What to do
Reproduce the data below line by line, from its first line to the line with "Build a routing", both included, and nothing past that point.

Given entries

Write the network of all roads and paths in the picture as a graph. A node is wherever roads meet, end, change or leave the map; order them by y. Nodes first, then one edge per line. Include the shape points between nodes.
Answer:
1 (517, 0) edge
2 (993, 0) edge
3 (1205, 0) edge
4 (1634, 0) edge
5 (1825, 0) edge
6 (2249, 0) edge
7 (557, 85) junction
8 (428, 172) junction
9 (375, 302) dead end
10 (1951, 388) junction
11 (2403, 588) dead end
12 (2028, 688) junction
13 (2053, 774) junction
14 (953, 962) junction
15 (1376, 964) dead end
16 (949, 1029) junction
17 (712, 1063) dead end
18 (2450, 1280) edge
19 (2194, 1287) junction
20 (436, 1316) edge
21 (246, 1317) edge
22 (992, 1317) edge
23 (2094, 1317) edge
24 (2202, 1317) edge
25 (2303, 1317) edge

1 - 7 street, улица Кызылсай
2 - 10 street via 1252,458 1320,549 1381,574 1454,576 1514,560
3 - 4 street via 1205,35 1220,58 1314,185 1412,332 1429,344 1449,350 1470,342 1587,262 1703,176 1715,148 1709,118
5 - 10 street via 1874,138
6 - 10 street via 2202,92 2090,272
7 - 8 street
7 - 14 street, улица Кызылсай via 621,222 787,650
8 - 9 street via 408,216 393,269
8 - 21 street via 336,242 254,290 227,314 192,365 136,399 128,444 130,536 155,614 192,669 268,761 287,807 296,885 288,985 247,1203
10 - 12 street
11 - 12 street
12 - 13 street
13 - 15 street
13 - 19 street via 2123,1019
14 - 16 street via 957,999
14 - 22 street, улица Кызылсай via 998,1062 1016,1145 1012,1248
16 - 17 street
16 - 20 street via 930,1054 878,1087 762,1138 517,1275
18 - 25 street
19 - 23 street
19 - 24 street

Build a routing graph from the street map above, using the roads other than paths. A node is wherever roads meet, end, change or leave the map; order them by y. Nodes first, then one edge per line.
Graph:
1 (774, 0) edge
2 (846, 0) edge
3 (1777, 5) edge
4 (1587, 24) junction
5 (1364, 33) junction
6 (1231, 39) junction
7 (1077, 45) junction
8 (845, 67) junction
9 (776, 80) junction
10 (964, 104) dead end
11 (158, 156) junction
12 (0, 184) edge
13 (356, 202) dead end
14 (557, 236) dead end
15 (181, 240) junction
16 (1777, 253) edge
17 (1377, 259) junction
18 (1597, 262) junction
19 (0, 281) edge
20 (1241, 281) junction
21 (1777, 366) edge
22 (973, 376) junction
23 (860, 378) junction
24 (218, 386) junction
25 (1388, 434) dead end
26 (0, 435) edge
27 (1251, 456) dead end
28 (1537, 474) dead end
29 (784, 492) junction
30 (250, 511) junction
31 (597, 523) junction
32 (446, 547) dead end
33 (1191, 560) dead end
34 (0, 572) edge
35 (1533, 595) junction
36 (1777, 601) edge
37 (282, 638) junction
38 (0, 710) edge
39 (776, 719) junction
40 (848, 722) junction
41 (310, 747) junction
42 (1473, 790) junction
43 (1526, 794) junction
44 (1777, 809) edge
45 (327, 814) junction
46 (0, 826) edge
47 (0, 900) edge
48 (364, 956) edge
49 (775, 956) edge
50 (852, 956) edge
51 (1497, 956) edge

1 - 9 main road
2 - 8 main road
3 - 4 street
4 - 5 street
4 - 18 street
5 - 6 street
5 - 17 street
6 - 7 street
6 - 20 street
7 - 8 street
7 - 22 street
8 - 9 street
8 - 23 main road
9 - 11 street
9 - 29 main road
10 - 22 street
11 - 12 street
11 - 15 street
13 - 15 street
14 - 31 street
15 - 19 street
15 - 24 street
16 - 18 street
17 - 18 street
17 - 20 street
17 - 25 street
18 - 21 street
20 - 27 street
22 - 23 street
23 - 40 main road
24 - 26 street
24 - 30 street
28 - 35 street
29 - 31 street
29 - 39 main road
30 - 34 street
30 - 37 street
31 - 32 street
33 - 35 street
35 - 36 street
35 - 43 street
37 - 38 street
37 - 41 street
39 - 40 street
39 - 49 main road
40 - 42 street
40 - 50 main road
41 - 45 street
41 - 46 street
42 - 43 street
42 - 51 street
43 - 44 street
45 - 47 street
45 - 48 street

Exercise answer
Write the network of all roads and paths in the picture as a graph. A node is wherever roads meet, end, change or leave the map; order them by y. Nodes first, then one edge per line. Include the shape points between nodes.
Answer:
1 (517, 0) edge
2 (993, 0) edge
3 (1205, 0) edge
4 (1634, 0) edge
5 (1825, 0) edge
6 (2249, 0) edge
7 (557, 85) junction
8 (428, 172) junction
9 (375, 302) dead end
10 (1951, 388) junction
11 (2403, 588) dead end
12 (2028, 688) junction
13 (2053, 774) junction
14 (953, 962) junction
15 (1376, 964) dead end
16 (949, 1029) junction
17 (712, 1063) dead end
18 (2450, 1280) edge
19 (2194, 1287) junction
20 (436, 1316) edge
21 (246, 1317) edge
22 (992, 1317) edge
23 (2094, 1317) edge
24 (2202, 1317) edge
25 (2303, 1317) edge

1 - 7 street, улица Кызылсай
2 - 10 street via 1252,458 1320,549 1381,574 1454,576 1514,560
3 - 4 street via 1205,35 1220,58 1314,185 1412,332 1429,344 1449,350 1470,342 1587,262 1703,176 1715,148 1709,118
5 - 10 street via 1874,138
6 - 10 street via 2202,92 2090,272
7 - 8 street
7 - 14 street, улица Кызылсай via 621,222 787,650
8 - 9 street via 408,216 393,269
8 - 21 street via 336,242 254,290 227,314 192,365 136,399 128,444 130,536 155,614 192,669 268,761 287,807 296,885 288,985 247,1203
10 - 12 street
11 - 12 street
12 - 13 street
13 - 15 street
13 - 19 street via 2123,1019
14 - 16 street via 957,999
14 - 22 street, улица Кызылсай via 998,1062 1016,1145 1012,1248
16 - 17 street
16 - 20 street via 930,1054 878,1087 762,1138 517,1275
18 - 25 street
19 - 23 street
19 - 24 street

Build a routing graph from the street map above, using the roads other than paths. A node is wherever roads meet, end, change or leave the map; order them by y. Nodes first, then one edge per line.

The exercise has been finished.